The lights were off and the twins finally fell asleep and the older ones were upstairs in bed as well. My wife laid silently on the bed scrolling through her phone as I sat at my desk playing Wonder Rivals before bed.

A night I thought would be like any other, a couple games before cuddling the missus and recovering from my surgery. Yet this time, the woman I've loved deeply for eleven years sat at the edge of the bed.

"Hey, we need to talk." She said in a low voice.

With the tilt of my head, I remove my headphones quickly despite being in the middle of a teamfight.

'Eh? Is something wrong?', I turned my head away from the monitor and peered into the darkness at her slumped yet resolute visage.

Millions of thoughts race through my head within seconds yet my mouth moves on it's own and speaks before I could form a coherent thought.

"What's wrong honey? Are you breaking up with me or something?", I say in a half joking manner.

Unexpectedly her replies comes, "Yeah..."

'Eh...? EHHHH!?? We have five kids though. I know I've been in a slump since I lost my job but what? A divorce?'

My thoughts are racing again and I struggle to find words to say. I let my body move by itself as every cell in my body panics and I try to comprehend what exactly is happening. My head turns to my monitor and my hands move like they always do.

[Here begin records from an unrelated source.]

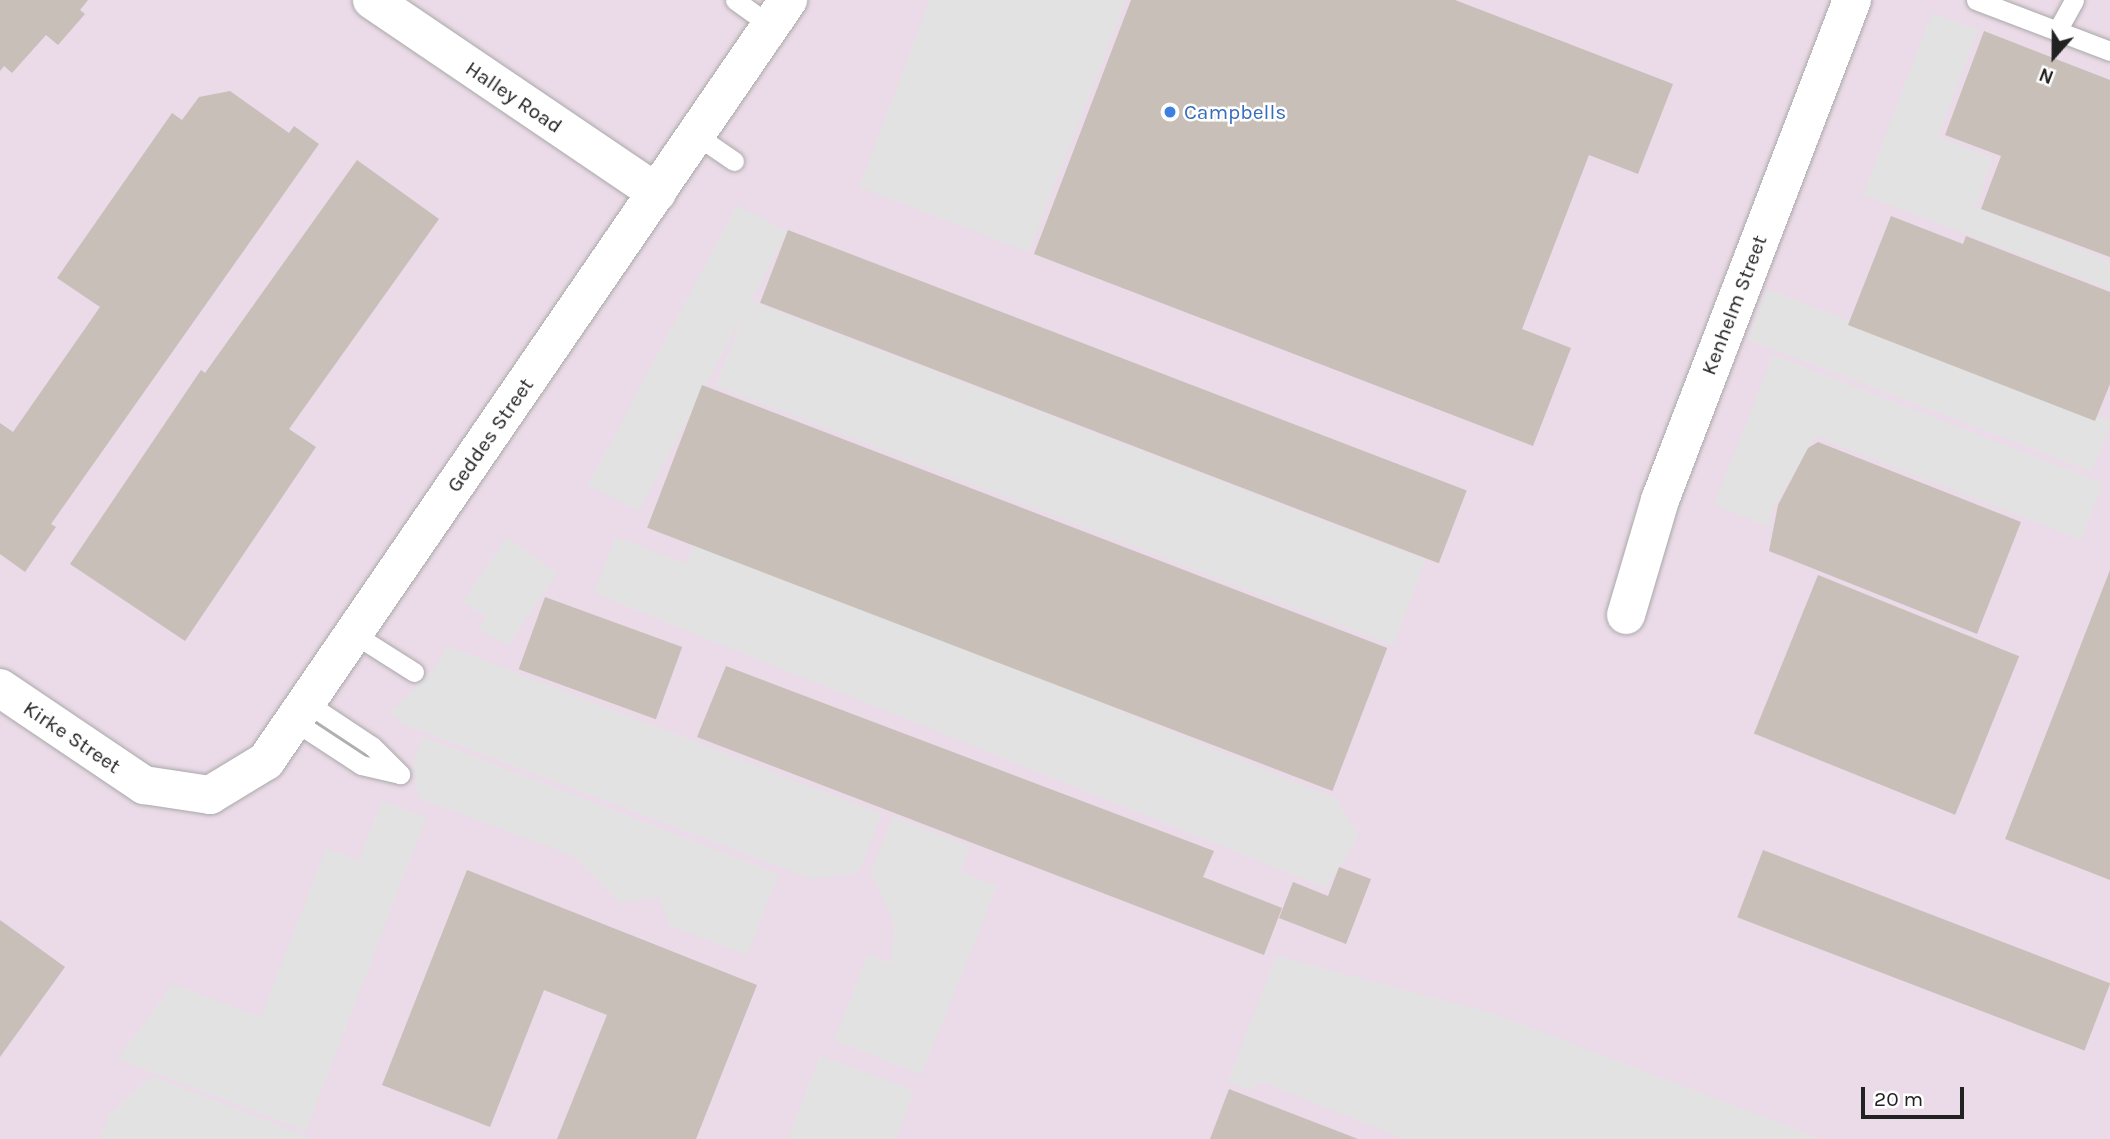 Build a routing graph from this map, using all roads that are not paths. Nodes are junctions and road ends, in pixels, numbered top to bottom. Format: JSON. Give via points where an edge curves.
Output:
{"nodes":[{"id":1,"x":735,"y":0,"type":"edge"},
{"id":2,"x":1852,"y":0,"type":"edge"},
{"id":3,"x":1976,"y":0,"type":"edge"},
{"id":4,"x":2074,"y":0,"type":"edge"},
{"id":5,"x":376,"y":1,"type":"edge"},
{"id":6,"x":780,"y":13,"type":"edge"},
{"id":7,"x":2057,"y":31,"type":"junction"},
{"id":8,"x":2110,"y":51,"type":"edge"},
{"id":9,"x":696,"y":135,"type":"junction"},
{"id":10,"x":734,"y":161,"type":"dead end"},
{"id":11,"x":657,"y":193,"type":"junction"},
{"id":12,"x":1626,"y":615,"type":"dead end"},
{"id":13,"x":354,"y":634,"type":"junction"},
{"id":14,"x":414,"y":672,"type":"dead end"},
{"id":15,"x":0,"y":688,"type":"edge"},
{"id":16,"x":144,"y":785,"type":"joint"}],
"edges":[{"from":1,"to":6,"type":"lane"},
{"from":2,"to":12,"type":"street","name":"Kenhelm Street","via":[[1660,500]]},
{"from":3,"to":7,"type":"lane"},
{"from":4,"to":7,"type":"lane"},
{"from":5,"to":11,"type":"street","name":"Halley Road"},
{"from":6,"to":9,"type":"street","name":"Geddes Street"},
{"from":7,"to":8,"type":"lane"},
{"from":9,"to":10,"type":"lane"},
{"from":9,"to":11,"type":"street","name":"Geddes Street"},
{"from":11,"to":13,"type":"street","name":"Geddes Street"},
{"from":13,"to":14,"type":"lane"},
{"from":13,"to":16,"type":"street","name":"Geddes Street","via":[[266,761],[210,795]]},
{"from":15,"to":16,"type":"street","name":"Kirke Street"}]}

"Let me finish this. We can have a serious conversation afterwards.", I say in order to buy time to figure out what to do next.

She patiently sits there and I can feel her stare upon me. I know it's wrong to continue playing but my thoughts were racing for a resolution to fix this disaster. I eventually ended up winning the match but I knew I was stepping onto a real battlefield.

I took off my headphones and with a swivel of my chair I faced her. This time I stared deeply into her eyes while taking in every tiny detail of her face. From the way her long blackish brown hair slightly covered her face and the expression told me she was done. This was it.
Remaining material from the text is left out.